The following is related to the article "Review of AdS/CFT Integrability, Chapter VI.1: Superconformal Symmetry" here

The superconformal group is ${\rm PSU}(2,2|4)$ with corresponding Lie algebra $\mathfrak{psu}(2,2|4)$

In physical models, multiplets of states transform under unitary representations of the symmetry algebra.

Question: Perhaps this is just confusion arising from the physicist convention of using groups and algebras interchangeably, but shouldn't we be looking for unitary representations of the group, or rather its universal cover, instead of the algebra?
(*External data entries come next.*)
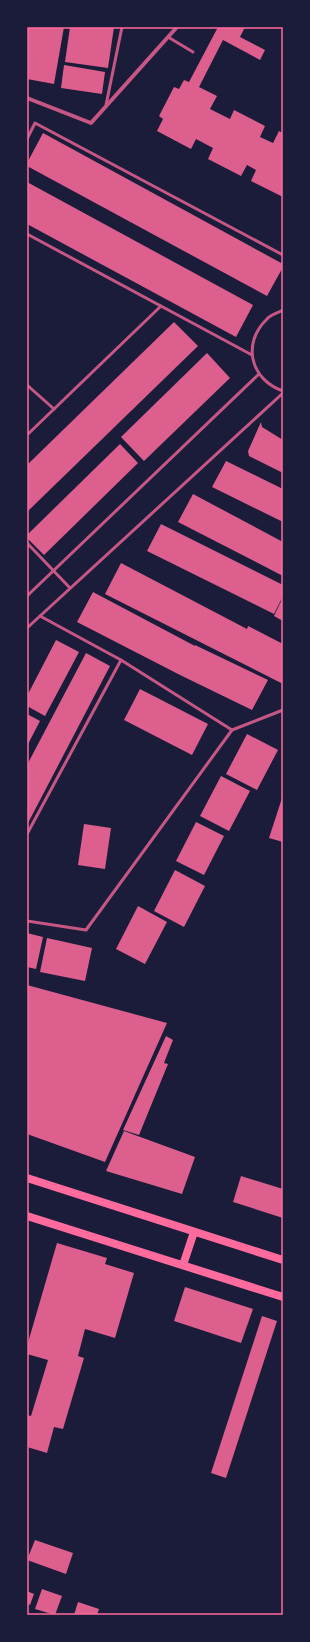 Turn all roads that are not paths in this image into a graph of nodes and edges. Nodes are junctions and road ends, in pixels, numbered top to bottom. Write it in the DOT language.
graph roads {
  1 [pos="122,27"];
  2 [pos="177,27"];
  3 [pos="168,37"];
  4 [pos="193,52"];
  5 [pos="27,98"];
  6 [pos="105,107"];
  7 [pos="27,138"];
  8 [pos="27,234"];
  9 [pos="283,255"];
  10 [pos="161,306"];
  11 [pos="283,310"];
  12 [pos="252,355"];
  13 [pos="259,374"];
  14 [pos="27,385"];
  15 [pos="283,392"];
  16 [pos="54,409"];
  17 [pos="27,435"];
  18 [pos="27,543"];
  19 [pos="54,570"];
  20 [pos="70,588"];
  21 [pos="27,596"];
  22 [pos="40,616"];
  23 [pos="27,628"];
  24 [pos="121,660"];
  25 [pos="283,710"];
  26 [pos="232,730"];
  27 [pos="27,834"];
  28 [pos="27,921"];
  29 [pos="27,1178"];
  30 [pos="27,1216"];
  31 [pos="194,1232"];
  32 [pos="283,1260"];
  33 [pos="184,1265"];
  34 [pos="283,1297"];
  1 -- 6 [label="lane"];
  2 -- 3 [label="street"];
  3 -- 4 [label="lane"];
  3 -- 6 [label="street"];
  5 -- 6 [label="street"];
  7 -- 9 [label="lane"];
  8 -- 10 [label="lane"];
  10 -- 12 [label="lane"];
  10 -- 16 [label="lane"];
  11 -- 12 [label="lane"];
  12 -- 13 [label="lane"];
  13 -- 15 [label="lane"];
  13 -- 19 [label="lane"];
  14 -- 16 [label="lane"];
  15 -- 20 [label="lane"];
  16 -- 17 [label="lane"];
  18 -- 19 [label="lane"];
  19 -- 20 [label="lane"];
  19 -- 21 [label="lane"];
  20 -- 22 [label="lane"];
  22 -- 23 [label="lane"];
  22 -- 24 [label="lane"];
  24 -- 26 [label="lane"];
  24 -- 27 [label="lane"];
  25 -- 26 [label="lane"];
  26 -- 28 [label="lane"];
  29 -- 31 [label="main road"];
  30 -- 33 [label="main road"];
  31 -- 32 [label="main road"];
  31 -- 33 [label="main road"];
  33 -- 34 [label="main road"];
} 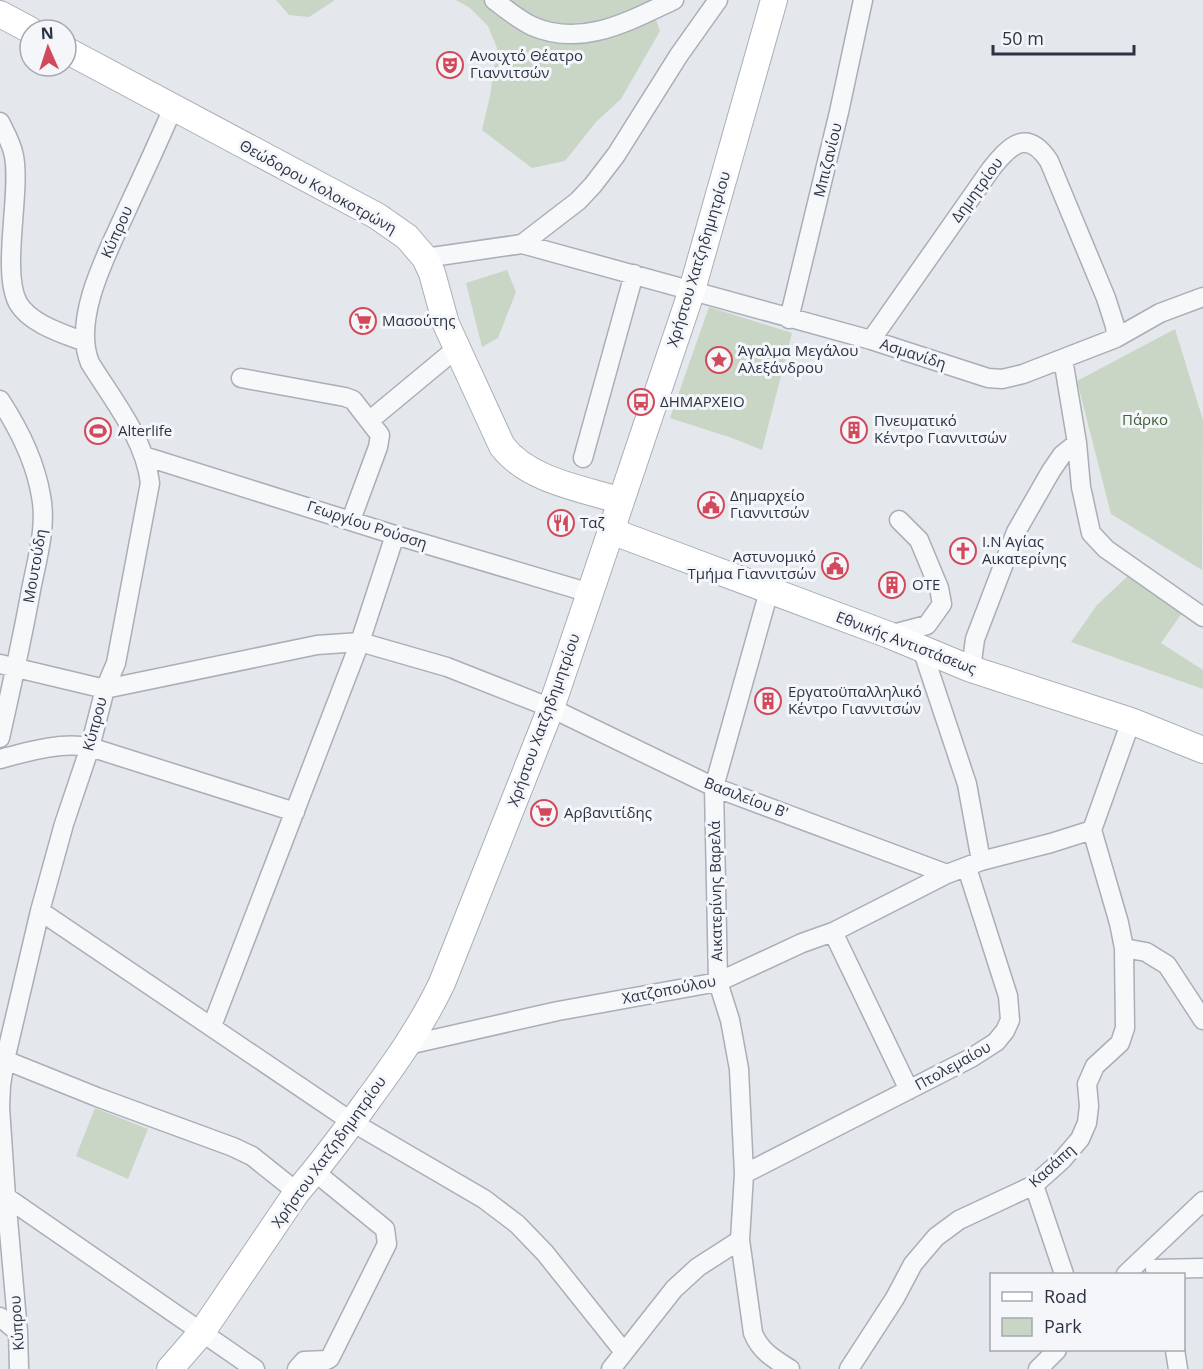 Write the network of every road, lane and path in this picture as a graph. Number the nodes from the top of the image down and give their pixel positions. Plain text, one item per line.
1 (494, 0) edge
2 (674, 0) edge
3 (718, 0) edge
4 (774, 0) edge
5 (863, 0) edge
6 (0, 14) edge
7 (18, 24) edge
8 (78, 57) edge
9 (173, 108) junction
10 (0, 122) edge
11 (522, 244) junction
12 (425, 258) junction
13 (634, 274) junction
14 (692, 290) junction
15 (1203, 297) edge
16 (789, 319) junction
17 (1116, 338) junction
18 (871, 340) junction
19 (85, 342) junction
20 (457, 348) junction
21 (1063, 359) junction
22 (241, 378) dead end
23 (0, 400) edge
24 (369, 421) junction
25 (1077, 443) junction
26 (144, 456) junction
27 (583, 458) dead end
28 (621, 501) junction
29 (351, 520) junction
30 (899, 520) dead end
31 (611, 531) junction
32 (394, 535) junction
33 (769, 591) junction
34 (590, 593) junction
35 (1203, 617) edge
36 (889, 635) junction
37 (360, 642) junction
38 (922, 649) junction
39 (8, 666) edge
40 (971, 669) junction
41 (105, 689) junction
42 (551, 708) junction
43 (1131, 721) junction
44 (0, 738) edge
45 (90, 747) junction
46 (1203, 750) edge
47 (0, 759) edge
48 (714, 787) junction
49 (295, 812) junction
50 (1092, 830) junction
51 (974, 865) junction
52 (947, 874) junction
53 (40, 911) junction
54 (833, 932) junction
55 (1124, 948) junction
56 (718, 982) junction
57 (1203, 1020) edge
58 (212, 1026) junction
59 (408, 1045) junction
60 (5, 1060) junction
61 (909, 1090) junction
62 (352, 1122) junction
63 (315, 1172) junction
64 (744, 1174) junction
65 (1034, 1185) junction
66 (297, 1192) junction
67 (6, 1197) junction
68 (1203, 1201) edge
69 (740, 1240) junction
70 (1151, 1268) edge
71 (1203, 1268) edge
72 (1063, 1273) edge
73 (1133, 1273) edge
74 (0, 1317) edge
75 (18, 1332) junction
76 (202, 1332) junction
77 (1056, 1351) edge
78 (1175, 1351) edge
79 (624, 1352) junction
80 (19, 1369) edge
81 (170, 1369) edge
82 (255, 1369) edge
83 (297, 1369) edge
84 (611, 1369) edge
85 (790, 1369) edge
86 (849, 1369) edge
87 (1038, 1369) edge
88 (1178, 1369) edge

1 - 2 street
3 - 11 street
4 - 14 main road, Χρήστου Χατζηδημητρίου
5 - 16 street, Μπιζανίου
6 - 7 main road
8 - 9 main road, Θεώδορου Κολοκοτρώνη
9 - 12 main road, Θεώδορου Κολοκοτρώνη
9 - 19 street, Κύπρου
10 - 19 street
11 - 12 street
11 - 13 street, Ασμανίδη
12 - 20 main road, Θεώδορου Κολοκοτρώνη
13 - 14 street, Ασμανίδη
13 - 27 street
14 - 16 street, Ασμανίδη
14 - 28 main road, Χρήστου Χατζηδημητρίου
15 - 17 street, Ασμανίδη
16 - 18 street, Ασμανίδη
17 - 18 street, Δημητρίου
17 - 21 street, Ασμανίδη
18 - 21 street, Ασμανίδη
19 - 26 street, Κύπρου
20 - 24 street
20 - 28 main road, Θεώδορου Κολοκοτρώνη
21 - 25 street
22 - 24 street
23 - 39 street, Μουτούδη
24 - 29 street
25 - 35 street
25 - 40 street
26 - 29 street, Γεωργίου Ρούσση
26 - 41 street, Κύπρου
28 - 31 main road, Χρήστου Χατζηδημητρίου
29 - 32 street, Γεωργίου Ρούσση
30 - 36 street
31 - 33 main road, Εθνικής Αντιστάσεως
31 - 34 main road, Χρήστου Χατζηδημητρίου
32 - 34 street, Γεωργίου Ρούσση
32 - 37 street
33 - 36 main road, Εθνικής Αντιστάσεως
33 - 48 street, Αικατερίνης Βαρελά
34 - 42 main road, Χρήστου Χατζηδημητρίου
36 - 38 main road, Εθνικής Αντιστάσεως
37 - 41 street
37 - 42 street, Βασιλείου Β'
37 - 49 street
38 - 40 main road, Εθνικής Αντιστάσεως
38 - 51 street, Πτολεμαίου
39 - 41 street
39 - 44 street, Μουτούδη
40 - 43 main road, Εθνικής Αντιστάσεως
41 - 45 street, Κύπρου
42 - 48 street, Βασιλείου Β'
42 - 59 main road, Χρήστου Χατζηδημητρίου
43 - 46 main road, Εθνικής Αντιστάσεως
43 - 50 street
45 - 47 street
45 - 49 street
45 - 53 street, Κύπρου
48 - 52 street, Βασιλείου Β'
48 - 56 street, Αικατερίνης Βαρελά
49 - 58 street
50 - 51 street
50 - 55 street, Κασάπη
51 - 52 street, Χατζοπούλου
51 - 61 street, Πτολεμαίου
52 - 54 street, Χατζοπούλου
53 - 58 street
53 - 60 street, Κύπρου
54 - 56 street, Χατζοπούλου
54 - 61 street
55 - 57 street
55 - 65 street, Κασάπη
56 - 59 street, Χατζοπούλου
56 - 64 street, Αικατερίνης Βαρελά
58 - 62 street
59 - 62 main road, Χρήστου Χατζηδημητρίου
60 - 66 street
60 - 67 street, Κύπρου
61 - 64 street, Πτολεμαίου
62 - 63 main road, Χρήστου Χατζηδημητρίου
62 - 79 street
63 - 66 main road, Χρήστου Χατζηδημητρίου
63 - 83 street
64 - 69 street, Αικατερίνης Βαρελά
65 - 72 street
65 - 86 street, Κασάπη
66 - 76 main road, Χρήστου Χατζηδημητρίου
67 - 75 street, Κύπρου
67 - 76 street
68 - 70 street
69 - 79 street
69 - 85 street, Αικατερίνης Βαρελά
70 - 71 street
70 - 73 street
74 - 75 street
75 - 80 street, Κύπρου
76 - 81 main road, Χρήστου Χατζηδημητρίου
76 - 82 street
77 - 87 street
78 - 88 street
79 - 84 street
What is meant is that the algebra is the set of transformations, called derivations sometimes, which define a unitary group. The elementary case is where Hermitean operators generate unitary groups. This is seen with $U~=~e^{-iHt/\hbar}$ so that $U^\dagger U~=~1$ for the parameter or time very small we have $U~\simeq~1~-~iHt/\hbar$ then $$U^\dagger U~=~1~+~i(H^\dagger~-~H)t/\hbar~+~O(t^2).$$ The $O(t)$ term must be zero which means $H^\dagger~=~H$.
I am not sure what level of answer is needed here. The projective group $PSU(2,2|4)$ is graded and has signature $+,+,-,-$ on its rank. The algebra then involve Bogoliubov or related transformations that in a sense make the group unitary.